Caption: Get your sh^t together!


----------



## HalfAce (Sep 1, 2006)

One I forgot I had was:
'The more people I meet, the more I like my dog.'
(And you had to see my butt-ugly bulldog they were being compared to in
order to get the full effect.)  

[And Jon, in the thread on Quotes for the day... I've been maintaining your quote
about "times of no money" for years!]


----------



## just_jon (Sep 4, 2006)

> ...
> 
> [And Jon, in the thread on Quotes for the day... I've been maintaining your quote
> about "times of no money" for years!]



Yeah, Dan, 't'is true.


----------



## MarkAndrews (Sep 4, 2006)

Did as new post, OOopps

http://www.mrexcel.com/board2/viewtopic.php?p=1109161#1109161


----------



## starl (Sep 4, 2006)

hate to be the party pooper, but turn it back down some - we do have kids here.


----------



## Mark O'Brien (Sep 5, 2006)

> hate to be the party pooper, but turn it back down some - we do have kids here.

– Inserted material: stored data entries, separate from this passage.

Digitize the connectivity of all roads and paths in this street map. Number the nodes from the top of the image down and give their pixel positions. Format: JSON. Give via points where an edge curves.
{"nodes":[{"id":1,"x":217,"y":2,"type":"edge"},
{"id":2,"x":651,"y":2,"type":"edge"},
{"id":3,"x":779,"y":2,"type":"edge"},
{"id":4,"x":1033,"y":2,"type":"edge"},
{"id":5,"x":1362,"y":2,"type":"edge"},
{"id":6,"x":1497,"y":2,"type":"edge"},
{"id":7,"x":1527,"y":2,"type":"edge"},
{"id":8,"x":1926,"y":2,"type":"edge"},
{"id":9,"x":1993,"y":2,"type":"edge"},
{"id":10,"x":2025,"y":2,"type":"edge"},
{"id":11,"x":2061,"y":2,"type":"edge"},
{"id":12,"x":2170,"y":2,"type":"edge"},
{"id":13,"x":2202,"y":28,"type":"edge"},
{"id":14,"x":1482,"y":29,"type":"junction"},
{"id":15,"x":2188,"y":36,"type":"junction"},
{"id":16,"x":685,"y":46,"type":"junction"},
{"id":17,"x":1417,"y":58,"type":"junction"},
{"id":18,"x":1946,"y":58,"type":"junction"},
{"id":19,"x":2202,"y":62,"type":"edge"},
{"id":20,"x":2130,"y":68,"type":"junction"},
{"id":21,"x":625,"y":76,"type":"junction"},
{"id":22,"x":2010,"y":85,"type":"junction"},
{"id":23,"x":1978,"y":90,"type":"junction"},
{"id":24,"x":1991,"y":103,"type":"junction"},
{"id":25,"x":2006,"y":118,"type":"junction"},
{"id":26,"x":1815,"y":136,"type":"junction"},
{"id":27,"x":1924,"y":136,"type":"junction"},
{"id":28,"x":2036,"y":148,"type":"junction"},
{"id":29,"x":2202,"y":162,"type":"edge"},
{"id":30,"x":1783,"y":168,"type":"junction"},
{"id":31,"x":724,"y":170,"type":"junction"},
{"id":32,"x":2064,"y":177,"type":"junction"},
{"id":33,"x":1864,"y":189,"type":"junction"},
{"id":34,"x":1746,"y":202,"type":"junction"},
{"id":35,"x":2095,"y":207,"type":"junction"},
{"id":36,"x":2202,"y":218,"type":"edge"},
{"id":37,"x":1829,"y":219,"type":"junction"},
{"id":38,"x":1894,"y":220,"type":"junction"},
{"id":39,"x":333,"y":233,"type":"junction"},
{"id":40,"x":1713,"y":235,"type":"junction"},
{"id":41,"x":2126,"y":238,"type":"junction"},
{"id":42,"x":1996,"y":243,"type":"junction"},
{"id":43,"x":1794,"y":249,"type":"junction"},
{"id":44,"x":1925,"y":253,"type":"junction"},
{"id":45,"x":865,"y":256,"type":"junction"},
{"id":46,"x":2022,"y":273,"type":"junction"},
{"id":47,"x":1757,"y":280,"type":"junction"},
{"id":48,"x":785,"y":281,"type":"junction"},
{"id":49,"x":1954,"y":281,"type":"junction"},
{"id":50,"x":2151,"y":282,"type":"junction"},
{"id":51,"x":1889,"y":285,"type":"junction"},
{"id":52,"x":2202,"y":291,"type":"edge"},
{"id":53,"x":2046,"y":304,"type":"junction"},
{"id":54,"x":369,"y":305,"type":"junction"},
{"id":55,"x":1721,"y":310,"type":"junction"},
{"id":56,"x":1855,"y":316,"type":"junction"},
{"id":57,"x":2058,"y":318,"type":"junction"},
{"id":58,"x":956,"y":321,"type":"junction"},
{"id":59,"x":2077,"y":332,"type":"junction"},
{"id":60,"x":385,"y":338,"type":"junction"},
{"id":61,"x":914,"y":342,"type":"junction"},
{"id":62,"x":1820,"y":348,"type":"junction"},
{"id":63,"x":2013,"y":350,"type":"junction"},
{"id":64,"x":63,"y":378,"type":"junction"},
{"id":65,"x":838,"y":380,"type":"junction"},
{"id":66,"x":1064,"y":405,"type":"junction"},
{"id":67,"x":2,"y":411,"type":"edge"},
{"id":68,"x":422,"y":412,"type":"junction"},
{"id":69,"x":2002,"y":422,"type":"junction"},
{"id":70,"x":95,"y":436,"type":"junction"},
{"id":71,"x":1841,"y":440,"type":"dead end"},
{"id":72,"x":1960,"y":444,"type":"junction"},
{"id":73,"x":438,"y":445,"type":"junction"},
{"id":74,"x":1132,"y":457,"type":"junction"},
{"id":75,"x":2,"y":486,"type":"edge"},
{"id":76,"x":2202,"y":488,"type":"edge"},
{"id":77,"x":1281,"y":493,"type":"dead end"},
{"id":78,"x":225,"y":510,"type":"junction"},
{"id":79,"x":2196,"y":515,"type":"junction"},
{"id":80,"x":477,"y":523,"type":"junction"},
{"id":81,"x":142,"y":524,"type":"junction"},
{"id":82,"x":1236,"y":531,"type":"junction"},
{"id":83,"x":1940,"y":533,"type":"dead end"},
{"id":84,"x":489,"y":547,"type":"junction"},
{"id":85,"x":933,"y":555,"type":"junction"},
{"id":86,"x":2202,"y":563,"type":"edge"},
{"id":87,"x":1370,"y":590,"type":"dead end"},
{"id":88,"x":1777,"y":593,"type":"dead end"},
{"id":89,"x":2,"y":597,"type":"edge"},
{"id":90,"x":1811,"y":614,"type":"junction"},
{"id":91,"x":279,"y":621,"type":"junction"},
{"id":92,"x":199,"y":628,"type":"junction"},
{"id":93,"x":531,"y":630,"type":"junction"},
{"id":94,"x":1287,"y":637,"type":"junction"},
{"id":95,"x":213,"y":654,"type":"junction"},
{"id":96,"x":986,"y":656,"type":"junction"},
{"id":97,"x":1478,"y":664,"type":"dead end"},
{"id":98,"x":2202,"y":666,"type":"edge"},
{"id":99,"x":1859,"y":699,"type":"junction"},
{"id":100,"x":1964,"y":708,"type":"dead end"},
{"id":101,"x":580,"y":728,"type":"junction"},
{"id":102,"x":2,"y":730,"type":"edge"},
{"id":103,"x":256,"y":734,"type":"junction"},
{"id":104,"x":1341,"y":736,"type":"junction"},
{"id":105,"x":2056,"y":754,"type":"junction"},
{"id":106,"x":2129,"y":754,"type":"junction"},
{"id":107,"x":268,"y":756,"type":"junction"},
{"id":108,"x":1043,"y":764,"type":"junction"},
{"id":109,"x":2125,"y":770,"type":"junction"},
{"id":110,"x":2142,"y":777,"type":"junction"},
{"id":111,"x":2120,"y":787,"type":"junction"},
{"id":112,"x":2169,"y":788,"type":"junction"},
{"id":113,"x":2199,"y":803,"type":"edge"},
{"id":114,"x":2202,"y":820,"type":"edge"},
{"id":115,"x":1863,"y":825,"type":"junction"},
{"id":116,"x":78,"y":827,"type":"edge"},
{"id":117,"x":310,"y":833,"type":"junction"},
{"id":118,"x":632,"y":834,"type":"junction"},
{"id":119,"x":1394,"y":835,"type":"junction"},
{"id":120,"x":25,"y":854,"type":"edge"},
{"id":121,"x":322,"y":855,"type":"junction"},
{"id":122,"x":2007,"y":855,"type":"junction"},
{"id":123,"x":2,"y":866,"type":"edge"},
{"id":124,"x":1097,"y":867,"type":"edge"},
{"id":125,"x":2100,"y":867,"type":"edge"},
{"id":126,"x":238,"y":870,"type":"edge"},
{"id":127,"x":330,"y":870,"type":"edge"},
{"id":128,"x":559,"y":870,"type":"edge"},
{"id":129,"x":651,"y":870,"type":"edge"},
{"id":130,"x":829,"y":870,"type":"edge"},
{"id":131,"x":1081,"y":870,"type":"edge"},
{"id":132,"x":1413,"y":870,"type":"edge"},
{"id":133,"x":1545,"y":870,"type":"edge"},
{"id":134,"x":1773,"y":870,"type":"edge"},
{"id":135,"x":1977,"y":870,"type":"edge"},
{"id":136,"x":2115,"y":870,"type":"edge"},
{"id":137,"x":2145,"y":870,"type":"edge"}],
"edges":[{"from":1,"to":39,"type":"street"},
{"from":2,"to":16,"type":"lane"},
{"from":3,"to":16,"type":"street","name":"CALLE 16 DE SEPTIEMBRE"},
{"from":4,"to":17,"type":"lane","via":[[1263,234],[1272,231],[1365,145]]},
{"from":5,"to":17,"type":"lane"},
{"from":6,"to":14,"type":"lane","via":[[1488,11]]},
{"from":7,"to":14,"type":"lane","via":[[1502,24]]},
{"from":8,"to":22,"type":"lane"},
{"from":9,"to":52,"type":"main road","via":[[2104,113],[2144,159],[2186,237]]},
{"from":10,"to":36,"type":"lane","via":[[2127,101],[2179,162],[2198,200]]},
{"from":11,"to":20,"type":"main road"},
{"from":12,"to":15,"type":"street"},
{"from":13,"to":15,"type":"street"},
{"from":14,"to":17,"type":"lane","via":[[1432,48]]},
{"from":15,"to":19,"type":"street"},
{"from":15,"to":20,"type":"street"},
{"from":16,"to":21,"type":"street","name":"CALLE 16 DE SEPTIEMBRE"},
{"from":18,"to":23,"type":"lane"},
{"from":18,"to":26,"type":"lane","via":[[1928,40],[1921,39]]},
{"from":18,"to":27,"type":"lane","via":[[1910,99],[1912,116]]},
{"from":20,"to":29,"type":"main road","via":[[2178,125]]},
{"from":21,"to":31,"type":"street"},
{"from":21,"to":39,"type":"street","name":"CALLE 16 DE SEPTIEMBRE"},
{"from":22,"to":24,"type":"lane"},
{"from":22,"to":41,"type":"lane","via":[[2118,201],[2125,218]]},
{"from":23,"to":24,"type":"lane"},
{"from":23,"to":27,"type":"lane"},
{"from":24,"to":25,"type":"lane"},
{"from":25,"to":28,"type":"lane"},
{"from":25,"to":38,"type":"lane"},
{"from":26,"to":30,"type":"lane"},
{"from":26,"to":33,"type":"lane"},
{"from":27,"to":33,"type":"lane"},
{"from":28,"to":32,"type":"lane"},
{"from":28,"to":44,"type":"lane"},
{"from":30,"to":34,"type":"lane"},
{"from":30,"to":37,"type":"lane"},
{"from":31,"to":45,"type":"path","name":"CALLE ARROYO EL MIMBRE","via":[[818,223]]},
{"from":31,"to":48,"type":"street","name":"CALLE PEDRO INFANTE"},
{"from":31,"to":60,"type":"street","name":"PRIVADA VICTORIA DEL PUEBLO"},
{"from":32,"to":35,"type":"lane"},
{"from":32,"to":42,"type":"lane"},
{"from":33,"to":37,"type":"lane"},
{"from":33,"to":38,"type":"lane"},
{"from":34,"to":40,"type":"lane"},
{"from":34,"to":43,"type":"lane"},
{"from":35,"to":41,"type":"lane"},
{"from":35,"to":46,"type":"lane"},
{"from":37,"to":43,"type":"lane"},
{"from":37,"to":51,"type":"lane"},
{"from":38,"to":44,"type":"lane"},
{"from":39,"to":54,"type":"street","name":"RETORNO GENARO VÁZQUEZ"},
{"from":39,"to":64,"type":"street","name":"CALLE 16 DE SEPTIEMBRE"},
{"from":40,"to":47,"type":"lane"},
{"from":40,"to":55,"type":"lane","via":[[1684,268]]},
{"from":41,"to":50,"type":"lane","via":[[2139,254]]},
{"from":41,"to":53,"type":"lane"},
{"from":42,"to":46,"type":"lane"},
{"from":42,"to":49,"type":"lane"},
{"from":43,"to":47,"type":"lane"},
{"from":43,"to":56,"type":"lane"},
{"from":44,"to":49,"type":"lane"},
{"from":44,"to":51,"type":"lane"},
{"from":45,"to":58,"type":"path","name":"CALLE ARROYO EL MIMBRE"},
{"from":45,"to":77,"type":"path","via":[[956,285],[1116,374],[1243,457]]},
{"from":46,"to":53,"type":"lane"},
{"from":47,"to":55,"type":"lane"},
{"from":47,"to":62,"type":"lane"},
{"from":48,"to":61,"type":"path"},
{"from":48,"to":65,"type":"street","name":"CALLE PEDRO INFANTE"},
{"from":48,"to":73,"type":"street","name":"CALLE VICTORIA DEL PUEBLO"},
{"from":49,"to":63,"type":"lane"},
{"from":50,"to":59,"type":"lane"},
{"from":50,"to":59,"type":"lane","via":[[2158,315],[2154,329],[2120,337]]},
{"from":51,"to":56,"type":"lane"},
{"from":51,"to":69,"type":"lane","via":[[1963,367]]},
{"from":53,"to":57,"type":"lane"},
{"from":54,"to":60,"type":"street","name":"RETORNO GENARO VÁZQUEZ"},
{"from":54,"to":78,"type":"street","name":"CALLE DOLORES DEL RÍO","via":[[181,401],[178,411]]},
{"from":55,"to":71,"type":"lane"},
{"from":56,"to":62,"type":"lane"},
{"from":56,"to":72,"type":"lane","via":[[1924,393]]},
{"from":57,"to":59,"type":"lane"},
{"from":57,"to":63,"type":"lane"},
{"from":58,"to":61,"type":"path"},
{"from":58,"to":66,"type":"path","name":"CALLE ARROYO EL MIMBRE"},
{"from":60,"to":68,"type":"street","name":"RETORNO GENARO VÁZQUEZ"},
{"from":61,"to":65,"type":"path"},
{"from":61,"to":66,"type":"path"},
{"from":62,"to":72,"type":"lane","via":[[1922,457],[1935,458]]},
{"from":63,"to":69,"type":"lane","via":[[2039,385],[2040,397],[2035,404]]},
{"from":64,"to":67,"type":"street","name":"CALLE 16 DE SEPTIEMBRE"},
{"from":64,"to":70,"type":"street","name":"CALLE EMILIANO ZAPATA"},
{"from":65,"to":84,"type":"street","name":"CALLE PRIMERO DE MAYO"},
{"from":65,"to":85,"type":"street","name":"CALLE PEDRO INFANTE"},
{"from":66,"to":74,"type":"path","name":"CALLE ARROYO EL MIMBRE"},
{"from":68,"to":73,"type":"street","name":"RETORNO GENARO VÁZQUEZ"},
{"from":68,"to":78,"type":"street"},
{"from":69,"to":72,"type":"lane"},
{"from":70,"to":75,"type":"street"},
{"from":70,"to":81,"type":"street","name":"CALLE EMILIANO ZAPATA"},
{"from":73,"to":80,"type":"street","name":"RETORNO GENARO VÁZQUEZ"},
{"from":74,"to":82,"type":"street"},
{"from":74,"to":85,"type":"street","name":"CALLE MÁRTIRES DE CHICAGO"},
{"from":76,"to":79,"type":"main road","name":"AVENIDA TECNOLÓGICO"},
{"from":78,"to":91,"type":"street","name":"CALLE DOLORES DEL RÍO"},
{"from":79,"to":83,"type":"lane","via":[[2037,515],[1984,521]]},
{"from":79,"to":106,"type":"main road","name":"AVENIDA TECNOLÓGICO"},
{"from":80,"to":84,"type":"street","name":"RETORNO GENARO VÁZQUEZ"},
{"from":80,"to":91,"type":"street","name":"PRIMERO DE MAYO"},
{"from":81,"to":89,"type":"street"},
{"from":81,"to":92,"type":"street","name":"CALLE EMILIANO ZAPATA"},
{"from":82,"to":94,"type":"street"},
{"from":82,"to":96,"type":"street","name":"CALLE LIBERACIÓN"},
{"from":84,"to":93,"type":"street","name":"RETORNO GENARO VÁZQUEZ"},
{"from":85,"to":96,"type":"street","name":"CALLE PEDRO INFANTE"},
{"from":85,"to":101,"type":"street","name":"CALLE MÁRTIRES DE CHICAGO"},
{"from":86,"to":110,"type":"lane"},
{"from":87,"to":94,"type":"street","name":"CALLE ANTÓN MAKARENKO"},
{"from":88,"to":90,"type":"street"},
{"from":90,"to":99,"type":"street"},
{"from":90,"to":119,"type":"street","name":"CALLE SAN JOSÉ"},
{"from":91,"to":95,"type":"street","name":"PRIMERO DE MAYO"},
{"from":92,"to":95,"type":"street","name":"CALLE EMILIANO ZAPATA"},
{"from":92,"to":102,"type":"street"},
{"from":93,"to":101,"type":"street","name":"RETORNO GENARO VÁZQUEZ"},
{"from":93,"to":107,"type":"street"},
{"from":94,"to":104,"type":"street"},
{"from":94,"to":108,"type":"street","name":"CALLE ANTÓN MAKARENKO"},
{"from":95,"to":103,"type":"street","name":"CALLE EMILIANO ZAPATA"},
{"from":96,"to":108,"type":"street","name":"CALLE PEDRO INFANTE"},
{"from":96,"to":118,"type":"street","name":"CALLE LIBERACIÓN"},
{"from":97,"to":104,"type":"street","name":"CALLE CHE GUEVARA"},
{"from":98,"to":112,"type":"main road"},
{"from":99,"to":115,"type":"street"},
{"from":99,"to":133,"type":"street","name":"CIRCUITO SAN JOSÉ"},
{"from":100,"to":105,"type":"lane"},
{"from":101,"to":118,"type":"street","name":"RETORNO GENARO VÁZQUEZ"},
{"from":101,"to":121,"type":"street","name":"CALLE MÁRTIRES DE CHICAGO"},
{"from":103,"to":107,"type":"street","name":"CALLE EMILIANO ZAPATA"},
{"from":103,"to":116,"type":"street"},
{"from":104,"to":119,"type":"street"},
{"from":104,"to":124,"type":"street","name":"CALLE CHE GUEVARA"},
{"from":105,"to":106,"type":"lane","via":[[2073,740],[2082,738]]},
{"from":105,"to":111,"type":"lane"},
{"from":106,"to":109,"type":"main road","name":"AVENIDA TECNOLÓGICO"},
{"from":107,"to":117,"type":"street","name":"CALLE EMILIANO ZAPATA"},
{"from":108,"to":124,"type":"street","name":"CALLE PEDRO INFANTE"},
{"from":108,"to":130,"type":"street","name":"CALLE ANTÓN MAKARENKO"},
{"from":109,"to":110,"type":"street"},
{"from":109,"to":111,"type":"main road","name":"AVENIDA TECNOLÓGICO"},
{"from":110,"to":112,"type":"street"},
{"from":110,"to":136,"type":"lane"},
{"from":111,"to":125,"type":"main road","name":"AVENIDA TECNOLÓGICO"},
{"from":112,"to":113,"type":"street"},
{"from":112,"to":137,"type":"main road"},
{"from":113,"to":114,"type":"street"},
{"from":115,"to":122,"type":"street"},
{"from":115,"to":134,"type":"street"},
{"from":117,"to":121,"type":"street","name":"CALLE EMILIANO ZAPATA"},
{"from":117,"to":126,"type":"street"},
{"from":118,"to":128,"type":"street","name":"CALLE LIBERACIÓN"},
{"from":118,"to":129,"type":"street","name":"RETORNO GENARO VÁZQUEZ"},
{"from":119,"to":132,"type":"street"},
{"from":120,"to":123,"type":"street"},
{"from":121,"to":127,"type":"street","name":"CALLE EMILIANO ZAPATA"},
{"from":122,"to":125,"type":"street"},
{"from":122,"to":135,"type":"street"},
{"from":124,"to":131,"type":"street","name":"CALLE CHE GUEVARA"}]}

Does that mean that I shouldn't mention the t-shirt that my friend has(had) that has a line across the chest with the text "Must be this tall to ride"?


----------



## lenze (Sep 5, 2006)

OR 
"I'm not really a pervert. I just play one on the internet"

lenze


----------



## Richard Schollar (Sep 14, 2006)

Check out the following site:

http://www.tshirthell.com/hell.shtml

Richard


----------



## SydneyGeek (Sep 30, 2006)

Another one...

Everyone is born right-handed. 
Only the gifted overcome it. 

Denis


----------



## Von Pookie (Oct 4, 2006)

Just ordered this for myself tonight 






http://www.threadless.com/product/324/Of_The_Dead


----------



## SydneyGeek (Mar 31, 2008)

Resurrecting an old thread with some new threads...

Bought this one the weekend. And no, I'm not the black shiny model 

http://www.datawright.com.au/other/files_deleted.jpg

Denis


----------



## Patience (Mar 31, 2008)

THe two IT guys at work have quite a collection between them, some... not so funny, but the best is a black Tshirt with a big box on the front with a red cross in the corner. I would post a pic, but you'd think I'd just mistyped the URL...

My brother has a Tshirt that says - Save Trees, Eat a Beaver.


----------



## Expiry (Mar 31, 2008)

I find a lot of these t-shirt messages hilarious and I love T-shirt hell - there are some highly inapporopriate, but hilarious messages. But, I agree with starl that there are children around, and because of that, I wonder if anyone actually wears these t-shirts in the street.

I would never dream of wearing a t-shirt where children might see me, that had a joke containing a swear word or inappropriate reference, no matter how funny it was.


----------



## Patience (Mar 31, 2008)

Actually it is considered a public order offence, so you can be done for it.


----------



## TinaP (Mar 31, 2008)

My favorite t-shirt says _You're just jealous because the voices only talk to me._  Most people find humor in it, but anyone who really knows me thinks it's hilarious.

Another one I've been dying to get says _Jesus loves you but I'm his favorite._  Somehow blasphemy and eternal damnation don't seem all that appealing...


----------



## RossMcColl (Mar 31, 2008)

I've got a Badger Badger Badger T-shirt, a c:\Dos\Run t-shirt, a "bomb disposal expert" t-shirt and a ctral-alt-del online one.

But my favourite is a silhoutte of two ladies with christmas hats on with the words "I saw mommy kissing Mrs. Claus"


----------



## Oaktree (Mar 31, 2008)

The mathletes among us might appreciate this one:

http://www.cafepress.com/buy/houseboat/-/pv_design_details/pg_1/id_21214080/opt_/fpt_/c_666/


----------



## Richard Schollar (Mar 31, 2008)

Matt - I'm worried cos I laughed at that


----------



## ryan4osu (Apr 14, 2008)

A friend had one in high school:
President of the National Braille T-shirt Reading Association.


----------



## lenze (Apr 14, 2008)

How about
"I bought my Air Guitar on Ebay"

lenze


----------